WORK TO BE COMPLETED
Where the word "dead" occurs in a line of the data, return the whole line.

··· PROVIDED INFORMATION ···

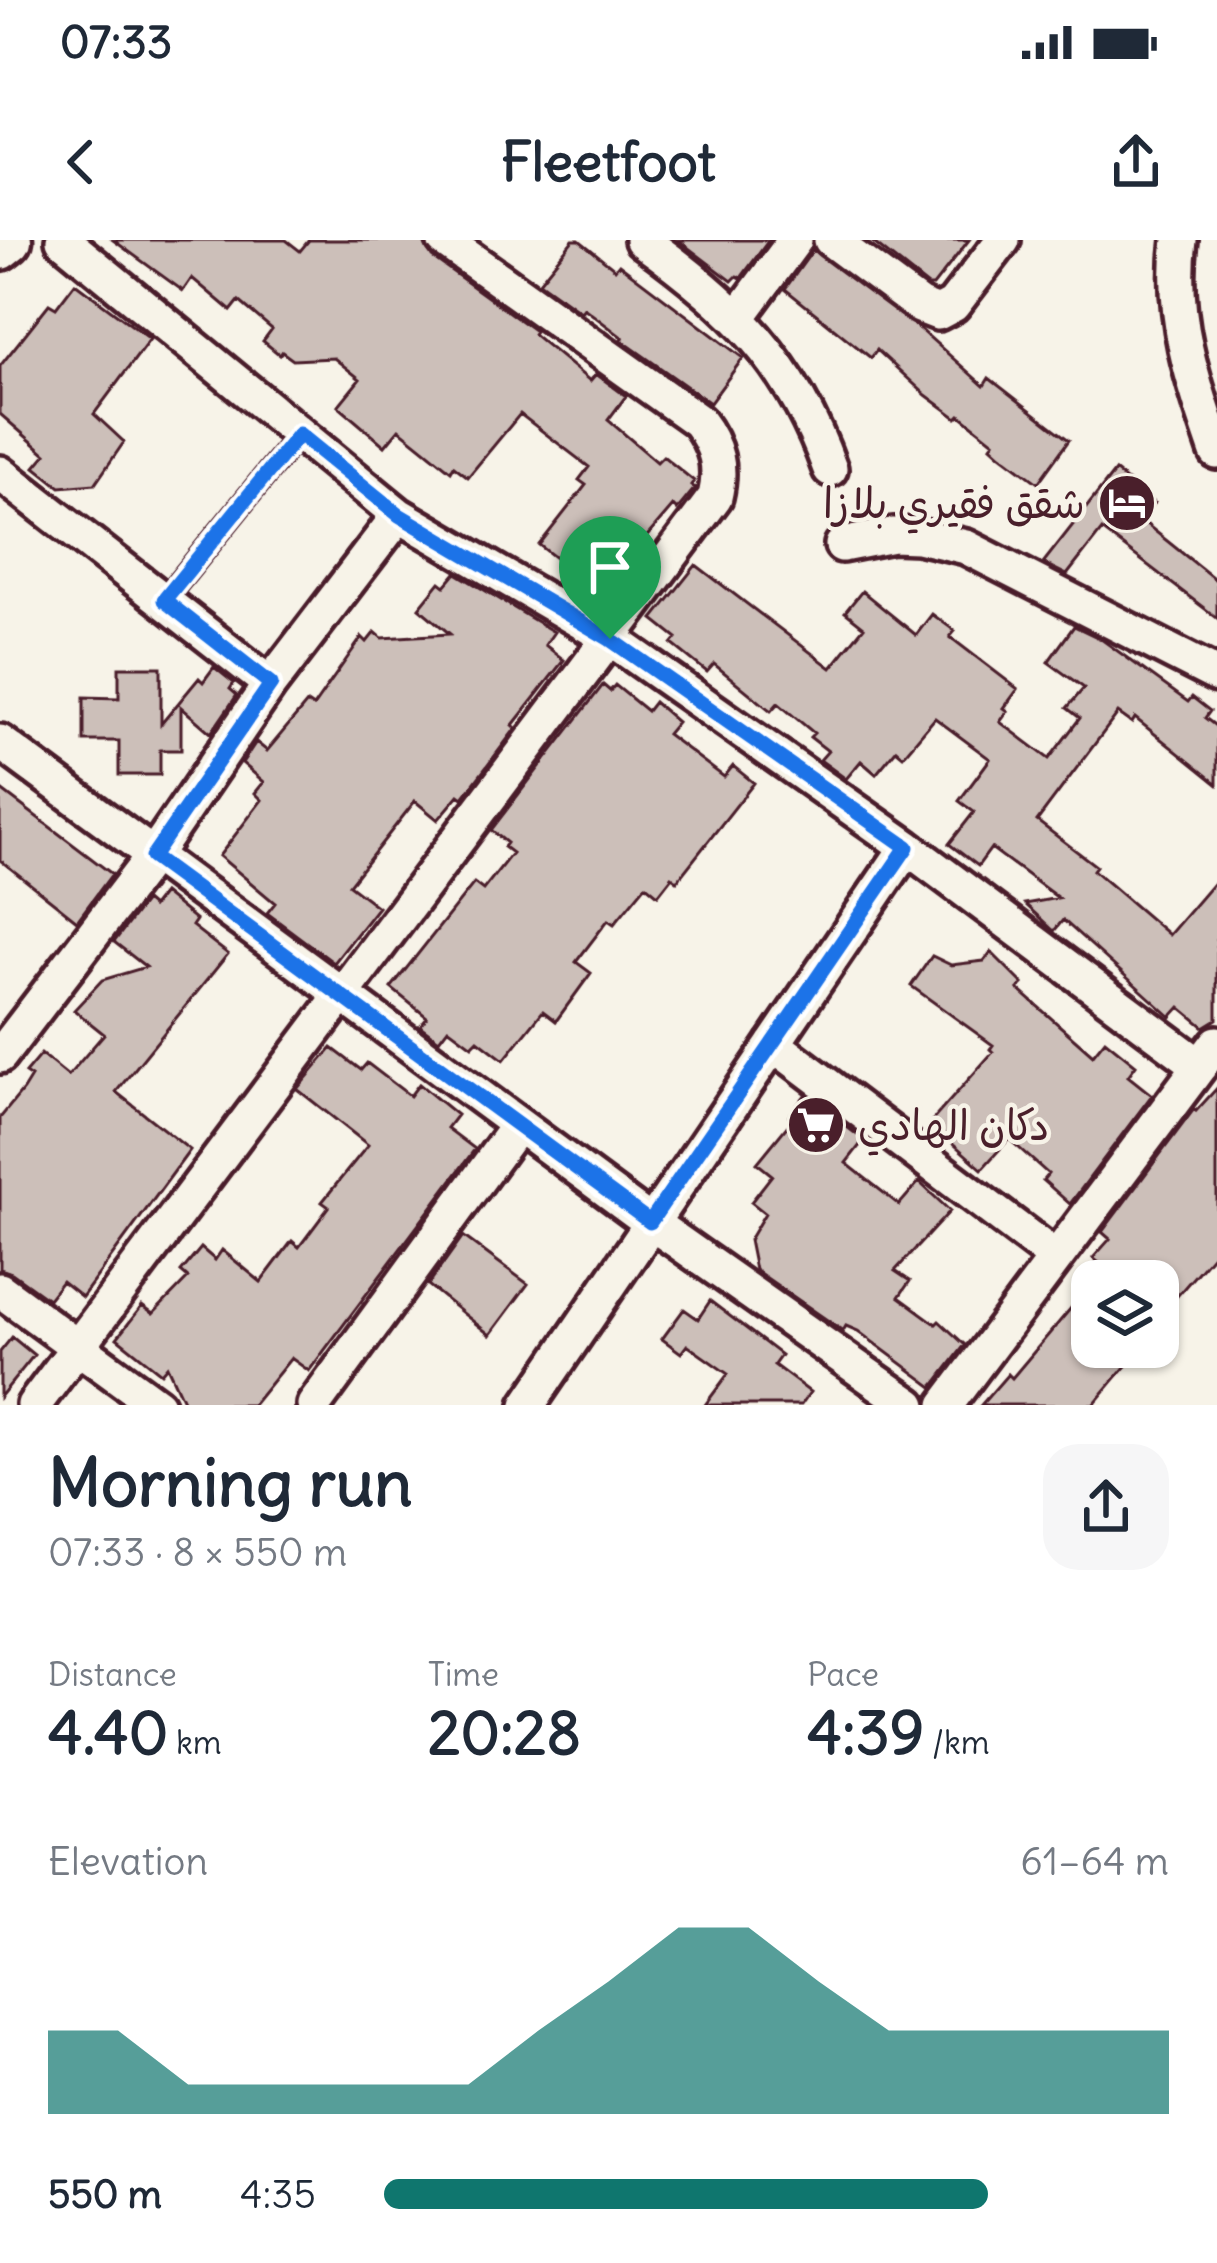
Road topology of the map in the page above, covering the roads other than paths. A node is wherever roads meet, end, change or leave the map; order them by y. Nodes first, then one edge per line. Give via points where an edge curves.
1 (10, 240) edge
2 (63, 240) edge
3 (443, 240) edge
4 (643, 240) edge
5 (795, 240) edge
6 (831, 240) edge
7 (1180, 240) edge
8 (1001, 241) edge
9 (0, 248) edge
10 (739, 316) junction
11 (299, 434) junction
12 (1217, 452) edge
13 (830, 469) dead end
14 (0, 472) edge
15 (399, 515) junction
16 (842, 545) dead end
17 (164, 600) junction
18 (610, 639) junction
19 (1217, 674) edge
20 (271, 684) junction
21 (0, 742) edge
22 (907, 847) junction
23 (152, 857) junction
24 (341, 995) junction
25 (5, 1042) edge
26 (773, 1044) junction
27 (1208, 1055) edge
28 (518, 1125) junction
29 (650, 1222) junction
30 (1056, 1258) junction
31 (0, 1290) edge
32 (79, 1346) junction
33 (34, 1405) edge
34 (157, 1405) edge
35 (314, 1405) edge
36 (528, 1405) edge
37 (910, 1405) edge
38 (946, 1405) edge

1 - 9 street
2 - 11 street
3 - 18 street via 682,409 710,438 715,497
4 - 10 street
5 - 10 street
6 - 8 street via 938,313 953,305
7 - 12 street via 1180,328
10 - 13 street via 793,387
11 - 15 street
11 - 17 lane
14 - 17 street
15 - 18 street
15 - 20 street
16 - 19 street via 892,535 966,548
17 - 20 street
18 - 22 street
18 - 24 street
20 - 23 street
21 - 23 street
22 - 26 street
22 - 27 street
23 - 24 street
23 - 25 street
24 - 28 street
24 - 32 street
26 - 29 street
26 - 30 street
27 - 30 street
28 - 29 street
28 - 35 street
29 - 36 street
29 - 37 street
30 - 38 street
31 - 32 street
32 - 33 street
32 - 34 street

···

ANSWER FOR THE TASK
13 (830, 469) dead end
16 (842, 545) dead end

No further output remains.